Blind subjects implanted with the Argus II retinal prosthesis are able to improve performance in a spatial-motor task

Abstract

Background/aims: To determine to what extent subjects implanted with the Argus II retinal prosthesis can improve performance compared with residual native vision in a spatial-motor task.

Methods: High-contrast square stimuli (5.85 cm sides) were displayed in random locations on a 19″ (48.3 cm) touch screen monitor located 12″ (30.5 cm) in front of the subject. Subjects were instructed to locate and touch the square centre with the system on and then off (40 trials each). The coordinates of the square centre and location touched were recorded.

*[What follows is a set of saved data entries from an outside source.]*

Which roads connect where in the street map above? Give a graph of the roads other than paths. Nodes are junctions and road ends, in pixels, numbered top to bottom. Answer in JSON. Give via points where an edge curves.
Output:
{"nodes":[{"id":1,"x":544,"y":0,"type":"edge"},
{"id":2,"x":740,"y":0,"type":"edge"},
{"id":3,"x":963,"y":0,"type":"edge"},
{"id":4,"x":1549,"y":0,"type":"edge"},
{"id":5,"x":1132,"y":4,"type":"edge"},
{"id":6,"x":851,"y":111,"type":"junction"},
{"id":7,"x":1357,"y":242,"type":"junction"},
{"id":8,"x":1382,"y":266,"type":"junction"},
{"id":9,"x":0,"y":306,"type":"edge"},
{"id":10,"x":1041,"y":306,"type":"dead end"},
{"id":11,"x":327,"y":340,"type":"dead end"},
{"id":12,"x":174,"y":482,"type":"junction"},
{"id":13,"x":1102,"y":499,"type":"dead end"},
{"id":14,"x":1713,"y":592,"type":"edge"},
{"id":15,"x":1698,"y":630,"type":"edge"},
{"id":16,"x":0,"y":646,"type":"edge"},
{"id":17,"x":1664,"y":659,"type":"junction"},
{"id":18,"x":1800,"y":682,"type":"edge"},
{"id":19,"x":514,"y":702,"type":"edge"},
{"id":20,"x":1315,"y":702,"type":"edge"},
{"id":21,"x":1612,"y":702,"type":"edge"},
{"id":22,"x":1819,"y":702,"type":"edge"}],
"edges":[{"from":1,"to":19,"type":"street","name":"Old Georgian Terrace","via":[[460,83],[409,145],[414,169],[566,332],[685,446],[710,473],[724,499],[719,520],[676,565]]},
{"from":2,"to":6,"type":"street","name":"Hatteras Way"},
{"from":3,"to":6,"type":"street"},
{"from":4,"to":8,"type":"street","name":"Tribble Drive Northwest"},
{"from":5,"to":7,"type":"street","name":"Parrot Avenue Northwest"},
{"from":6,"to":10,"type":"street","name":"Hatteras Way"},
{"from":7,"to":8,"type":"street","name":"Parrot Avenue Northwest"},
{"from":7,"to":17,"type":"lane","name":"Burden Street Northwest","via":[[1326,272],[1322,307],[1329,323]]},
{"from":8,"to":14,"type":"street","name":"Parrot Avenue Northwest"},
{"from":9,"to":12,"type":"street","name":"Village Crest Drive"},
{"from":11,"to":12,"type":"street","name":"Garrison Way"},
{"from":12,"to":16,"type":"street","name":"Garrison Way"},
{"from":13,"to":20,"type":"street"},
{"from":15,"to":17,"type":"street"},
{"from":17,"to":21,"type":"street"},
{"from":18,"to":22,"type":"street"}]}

Results: Ninety-six percent (26/27) of subjects showed a significant improvement in accuracy and 93% (25/27) show a significant improvement in repeatability with the system on compared with off (p<0.05, Student t test). A group of five subjects that had both accuracy and repeatability values <250 pixels (7.4 cm) with the system off (ie, using only their residual vision) was significantly more accurate and repeatable than the remainder of the cohort (p<0.01). Of this group, four subjects showed a significant improvement in both accuracy and repeatability with the system on.

Conclusion: In a study on the largest cohort of visual prosthesis recipients to date, we found that artificial vision augments information from existing vision in a spatial-motor task. Clinical trials registry no NCT00407602.

Figure 1

A schematic illustration showing the surgically implanted stimulating microelectrode array, and inductive coil telemetry link of the Argus II system (left). The external portions of the system consist of a video processing unit (VPU) (middle) and a miniature camera mounted on a pair of glasses (right).

Figure 2

Results from square localisation experiments of nine representative subjects with the system off and on. Plots are normalised to square centre; responses (white circles) are plotted relative to target square location (axes units are in pixels). Standard deviations of the mean of all responses in an experiment are indicated (dotted line). The subjects are plotted from smallest (top left) to largest (bottom right) factor of improvement in accuracy (system on vs off).

Figure 3

Mean distance from target square centre (pixels) for each subject with system on (black square) and off (white circles). Range of standard error of mean is shown by vertical bars. Subjects are plotted in order of increasing factor of improvement in accuracy (system on vs off).

Figure 4

Repeatability (pixels) versus accuracy (pixels) for all subjects with system on (top) and system off (bottom). Linear regression (dashed line) for system off (y=1.00x–22.9; R²=0.90) and system on (y=0.82x+ 7.9; R²=0.88) shows a good correlation between subject’s ability mean response distance from target and the clustering of their responses. The five subjects (JHU-003, LON-001, JHU-005, MAN-001 and PENN-001) that had success with the task with their native vision are clearly separated from the rest of the cohort in the system off plot.

Figure 5

Results from square localisation experiments with the system off (top) and on (bottom) for JHU-001, MAN-001 and PENN-001. Plots are normalised to square centre; responses (empty circles) are plotted relative to target square location (axes units are in pixels). Standard deviations of the mean of all responses in an experiment are indicated (dotted line). Although all subjects could perform the task with their native vision, years of visual deprivation effect of spatial-motor feedback. Two of three (MAN-001 and PENN-001) of these subjects’ accuracy and repeatability improved with the system on.